The function below titled Get_Traffic_Score takes the Standard Distribution and Mean of our previously described distributions (unique to each distance and wave) and calculates the number of runners to pass a given point on the course each minute from when the race starts till the course closes (500 minutes; ~8 hours after the start). By squaring this value for each minute before summing them across the duration the course is open, we can more heavily weight crowded times on the course and compare different race conditions.

Though the number itself is fairly arbitrary, for a fixed number of participants, a higher value indicates a race that is “more crowded” at various times. Minimizing this value results in a more evenly distributed race.

Optimize for one split

Lets start by building our function and then optimizing the starting times for minimal runner traffic at the 10k mark.

Get.Traffic.Score <- function(Dist.List,Split.Mean.List,Split.SD.List){
#Formula to be used in Optimization Function
#Using Disitributions of times each wave will get to a given split (distnace on course), and the amount of time each wave waits at starting line, calculates density of runners through split at each minute of the race. 
#Traffic score is calcualted by summing the density of runners (calc by Dnorm) SQUARED through split at each minute. 
  
  #Inputs:
    #Dist.List: List (24) of times for each Wave to start race. 
    #Split.Mean.List: List(4) of Means to describe distributoin of runners from each wave through a given split (race distance)
    #Split.SD.List: List (4) of SDs to describe distribution of runners from each wave through  a given split. 

Split.Mean.W <- c(Split.Mean.List[1],Split.Mean.List[1],Split.Mean.List[1],Split.Mean.List[1],Split.Mean.List[1],Split.Mean.List[1],Split.Mean.List[2],Split.Mean.List[2],Split.Mean.List[2],Split.Mean.List[2],Split.Mean.List[2],Split.Mean.List[2],Split.Mean.List[3],Split.Mean.List[3],Split.Mean.List[3],Split.Mean.List[3],Split.Mean.List[3],Split.Mean.List[3],Split.Mean.List[4],Split.Mean.List[4],Split.Mean.List[4],Split.Mean.List[4],Split.Mean.List[4],Split.Mean.List[4])
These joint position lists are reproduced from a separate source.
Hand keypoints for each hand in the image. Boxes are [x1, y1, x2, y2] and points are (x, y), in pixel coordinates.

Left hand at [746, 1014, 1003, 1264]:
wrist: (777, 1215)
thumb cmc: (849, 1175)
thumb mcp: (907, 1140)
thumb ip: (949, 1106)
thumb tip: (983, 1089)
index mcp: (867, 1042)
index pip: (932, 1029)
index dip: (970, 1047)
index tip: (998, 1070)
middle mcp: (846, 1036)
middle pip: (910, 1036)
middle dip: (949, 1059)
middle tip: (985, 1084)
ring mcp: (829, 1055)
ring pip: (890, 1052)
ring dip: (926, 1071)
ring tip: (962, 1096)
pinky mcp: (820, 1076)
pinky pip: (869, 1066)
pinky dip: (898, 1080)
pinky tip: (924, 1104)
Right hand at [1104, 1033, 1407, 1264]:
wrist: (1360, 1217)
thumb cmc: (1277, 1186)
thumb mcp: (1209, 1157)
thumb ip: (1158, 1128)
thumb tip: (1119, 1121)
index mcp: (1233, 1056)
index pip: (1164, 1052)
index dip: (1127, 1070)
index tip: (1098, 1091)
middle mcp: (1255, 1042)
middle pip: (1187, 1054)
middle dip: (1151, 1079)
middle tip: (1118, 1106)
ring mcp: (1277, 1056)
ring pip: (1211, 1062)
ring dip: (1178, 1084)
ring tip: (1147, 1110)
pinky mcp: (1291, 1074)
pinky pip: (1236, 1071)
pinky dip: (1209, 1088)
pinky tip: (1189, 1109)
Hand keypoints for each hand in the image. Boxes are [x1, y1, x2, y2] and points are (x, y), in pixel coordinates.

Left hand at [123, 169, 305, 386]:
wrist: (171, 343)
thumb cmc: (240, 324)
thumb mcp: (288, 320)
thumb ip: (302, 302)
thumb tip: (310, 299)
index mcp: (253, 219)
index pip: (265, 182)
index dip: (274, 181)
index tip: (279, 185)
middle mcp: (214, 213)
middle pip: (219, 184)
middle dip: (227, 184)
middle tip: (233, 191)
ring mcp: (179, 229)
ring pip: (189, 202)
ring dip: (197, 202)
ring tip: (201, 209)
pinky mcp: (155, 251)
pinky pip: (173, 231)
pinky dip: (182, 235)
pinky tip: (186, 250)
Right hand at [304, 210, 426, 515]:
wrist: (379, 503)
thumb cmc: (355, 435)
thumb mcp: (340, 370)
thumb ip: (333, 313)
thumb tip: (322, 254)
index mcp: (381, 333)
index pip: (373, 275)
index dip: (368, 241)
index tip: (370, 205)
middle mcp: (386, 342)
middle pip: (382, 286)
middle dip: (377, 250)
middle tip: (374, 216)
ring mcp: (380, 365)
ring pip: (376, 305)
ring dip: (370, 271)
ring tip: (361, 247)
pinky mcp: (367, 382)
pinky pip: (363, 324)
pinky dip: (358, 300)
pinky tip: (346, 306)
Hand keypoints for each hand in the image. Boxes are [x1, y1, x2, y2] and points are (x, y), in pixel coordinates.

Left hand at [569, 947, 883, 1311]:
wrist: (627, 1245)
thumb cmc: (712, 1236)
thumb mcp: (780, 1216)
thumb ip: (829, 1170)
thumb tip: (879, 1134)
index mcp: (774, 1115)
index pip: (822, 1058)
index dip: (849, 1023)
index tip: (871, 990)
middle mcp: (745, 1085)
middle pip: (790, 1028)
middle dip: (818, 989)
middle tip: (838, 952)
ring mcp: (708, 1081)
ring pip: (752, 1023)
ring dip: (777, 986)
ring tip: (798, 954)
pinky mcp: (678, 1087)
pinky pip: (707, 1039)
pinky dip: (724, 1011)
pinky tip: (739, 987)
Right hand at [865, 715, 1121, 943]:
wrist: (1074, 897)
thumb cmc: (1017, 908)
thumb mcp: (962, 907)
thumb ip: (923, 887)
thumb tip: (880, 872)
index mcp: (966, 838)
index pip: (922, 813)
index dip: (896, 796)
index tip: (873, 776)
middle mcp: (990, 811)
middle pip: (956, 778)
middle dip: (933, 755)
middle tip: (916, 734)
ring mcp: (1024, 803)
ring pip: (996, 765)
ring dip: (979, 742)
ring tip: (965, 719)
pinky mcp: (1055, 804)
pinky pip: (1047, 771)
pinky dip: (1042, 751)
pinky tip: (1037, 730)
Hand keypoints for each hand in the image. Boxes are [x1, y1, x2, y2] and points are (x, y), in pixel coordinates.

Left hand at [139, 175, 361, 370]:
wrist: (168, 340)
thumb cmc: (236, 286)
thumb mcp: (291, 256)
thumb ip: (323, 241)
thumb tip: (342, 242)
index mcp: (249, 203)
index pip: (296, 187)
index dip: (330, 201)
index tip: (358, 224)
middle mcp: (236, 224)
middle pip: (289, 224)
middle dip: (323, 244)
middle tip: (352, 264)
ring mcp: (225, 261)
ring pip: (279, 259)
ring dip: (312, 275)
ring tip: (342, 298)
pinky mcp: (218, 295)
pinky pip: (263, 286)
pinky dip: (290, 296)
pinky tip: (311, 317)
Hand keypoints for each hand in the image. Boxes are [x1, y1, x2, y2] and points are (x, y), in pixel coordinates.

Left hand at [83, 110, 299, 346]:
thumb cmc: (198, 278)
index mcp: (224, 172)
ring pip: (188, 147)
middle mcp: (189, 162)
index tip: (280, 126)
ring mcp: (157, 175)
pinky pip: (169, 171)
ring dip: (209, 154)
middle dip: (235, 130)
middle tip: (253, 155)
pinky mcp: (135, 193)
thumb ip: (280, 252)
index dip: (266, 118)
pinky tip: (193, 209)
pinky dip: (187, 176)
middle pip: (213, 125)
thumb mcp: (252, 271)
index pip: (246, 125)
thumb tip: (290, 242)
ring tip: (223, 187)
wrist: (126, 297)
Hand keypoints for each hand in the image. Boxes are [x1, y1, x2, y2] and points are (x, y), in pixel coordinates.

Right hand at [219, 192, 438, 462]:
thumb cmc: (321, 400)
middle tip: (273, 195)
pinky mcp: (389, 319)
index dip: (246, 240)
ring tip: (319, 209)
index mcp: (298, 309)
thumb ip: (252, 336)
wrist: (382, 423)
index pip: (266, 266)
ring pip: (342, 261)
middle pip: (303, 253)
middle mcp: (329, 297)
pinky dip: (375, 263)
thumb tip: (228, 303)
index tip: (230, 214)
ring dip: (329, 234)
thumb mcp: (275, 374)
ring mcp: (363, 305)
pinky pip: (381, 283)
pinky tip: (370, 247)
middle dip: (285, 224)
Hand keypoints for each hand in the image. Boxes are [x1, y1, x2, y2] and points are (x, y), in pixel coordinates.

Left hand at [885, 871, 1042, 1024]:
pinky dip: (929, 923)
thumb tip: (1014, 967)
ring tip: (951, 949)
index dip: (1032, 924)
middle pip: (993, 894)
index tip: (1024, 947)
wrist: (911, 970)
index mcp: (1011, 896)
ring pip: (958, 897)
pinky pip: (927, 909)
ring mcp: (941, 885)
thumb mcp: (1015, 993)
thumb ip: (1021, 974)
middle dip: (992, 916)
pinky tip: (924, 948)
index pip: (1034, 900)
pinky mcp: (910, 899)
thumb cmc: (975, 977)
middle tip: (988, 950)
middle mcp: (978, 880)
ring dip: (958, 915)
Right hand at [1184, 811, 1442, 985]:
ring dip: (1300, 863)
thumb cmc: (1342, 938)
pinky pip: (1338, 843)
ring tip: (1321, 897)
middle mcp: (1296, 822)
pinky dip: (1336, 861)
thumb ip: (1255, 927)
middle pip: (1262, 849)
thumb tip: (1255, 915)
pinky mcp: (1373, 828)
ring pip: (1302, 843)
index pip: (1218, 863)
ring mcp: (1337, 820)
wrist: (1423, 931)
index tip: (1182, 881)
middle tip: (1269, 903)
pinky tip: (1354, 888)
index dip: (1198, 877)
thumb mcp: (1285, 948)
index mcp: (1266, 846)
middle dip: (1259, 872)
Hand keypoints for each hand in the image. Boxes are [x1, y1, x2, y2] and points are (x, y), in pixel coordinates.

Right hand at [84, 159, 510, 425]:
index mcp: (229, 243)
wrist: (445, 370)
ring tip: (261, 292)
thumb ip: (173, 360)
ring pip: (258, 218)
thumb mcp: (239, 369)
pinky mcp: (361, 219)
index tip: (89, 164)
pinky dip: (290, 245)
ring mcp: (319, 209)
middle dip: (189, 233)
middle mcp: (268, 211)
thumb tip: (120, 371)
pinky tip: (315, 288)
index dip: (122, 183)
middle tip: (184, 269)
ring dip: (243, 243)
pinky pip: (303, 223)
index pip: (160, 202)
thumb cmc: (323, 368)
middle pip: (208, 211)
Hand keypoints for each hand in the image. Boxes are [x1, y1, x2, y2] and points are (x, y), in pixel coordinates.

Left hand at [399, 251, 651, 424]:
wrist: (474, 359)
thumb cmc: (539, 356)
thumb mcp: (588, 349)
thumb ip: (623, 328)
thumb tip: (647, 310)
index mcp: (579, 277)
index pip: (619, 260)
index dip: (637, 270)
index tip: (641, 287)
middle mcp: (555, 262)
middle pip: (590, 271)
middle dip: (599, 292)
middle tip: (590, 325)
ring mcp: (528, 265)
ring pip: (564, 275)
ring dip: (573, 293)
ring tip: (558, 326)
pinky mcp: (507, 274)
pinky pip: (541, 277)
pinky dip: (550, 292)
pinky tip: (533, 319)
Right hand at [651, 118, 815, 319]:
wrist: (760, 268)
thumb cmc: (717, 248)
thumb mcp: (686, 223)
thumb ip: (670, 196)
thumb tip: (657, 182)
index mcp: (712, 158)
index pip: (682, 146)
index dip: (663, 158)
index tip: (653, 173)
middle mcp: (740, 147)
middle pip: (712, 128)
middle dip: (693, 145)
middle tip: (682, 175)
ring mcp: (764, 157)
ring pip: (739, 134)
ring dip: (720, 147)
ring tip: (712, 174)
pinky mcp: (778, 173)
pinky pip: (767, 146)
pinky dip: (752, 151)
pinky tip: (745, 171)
Split.SD.W <- c(Split.SD.List[1],Split.SD.List[1],Split.SD.List[1],Split.SD.List[1],Split.SD.List[1],Split.SD.List[1],Split.SD.List[2],Split.SD.List[2],Split.SD.List[2],Split.SD.List[2],Split.SD.List[2],Split.SD.List[2],Split.SD.List[3],Split.SD.List[3],Split.SD.List[3],Split.SD.List[3],Split.SD.List[3],Split.SD.List[3],Split.SD.List[4],Split.SD.List[4],Split.SD.List[4],Split.SD.List[4],Split.SD.List[4],Split.SD.List[4])
  
  traffic.score = 0
  traffic.per.wave = vector()
  
  #Range of minutes:
  for(i in 1:500){
    for(j in 1:24){    
      traffic.per.wave[j] = dnorm(i-Dist.List[[j]],mean = Split.Mean.W[j]/60,sd = Split.SD.W[j]/60)
    }
    
    traffic.score.minute = sum(traffic.per.wave)
    traffic.score = traffic.score + traffic.score.minute^2  
  
  }
  return (traffic.score)
}

Testing our formula across 10 minutes intervals:

## [1] 2.178082

We can use the Optim function to minimize this and find ideal corral start times. For consistencies sake, we will set the limits to the length the 2019 start line was open.

## Warning in optim(par = c(6, 12, 18, 24, 30, 36, 37, 38, 39, 40, 41, 42, : bounds
## can only be used with method L-BFGS-B (or Brent)
## $par
##  [1]  0.00000  0.00000  0.00000  0.00000 20.32344 20.31377  7.05509 19.69908
##  [9] 26.68283 31.63481 36.84658 43.05306 45.02899 44.79701 53.17218 58.52408
## [17] 69.81812 69.81583 53.73852 80.00000 80.00000 80.00000 80.00000 80.00000
## 
## $value
## [1] 4.49873
## 
## $counts
## function gradient 
##       78       78 
## 
## $convergence
## [1] 0
## 
## $message
## [1] "CONVERGENCE: REL_REDUCTION_OF_F <= FACTR*EPSMCH"

Quick reminder, we have split our 50k+ runners into 24 groups. These are effectively the “old” wave and corral groupings. We can imagine around 700 runners starting from each of our 3 starting lines at the same time at various intervals. The optimal starting times are listed as the par values in the optim output.

If our goal is to minimize traffic on course, then starting the first 4 and final 4 waves of runners together seems counter intuitive. To illustrate what is occurring here, lets use our Simulate_Race_Viz function to see what is going on here. Lets compare our ideal start times to those that are evenly distributed.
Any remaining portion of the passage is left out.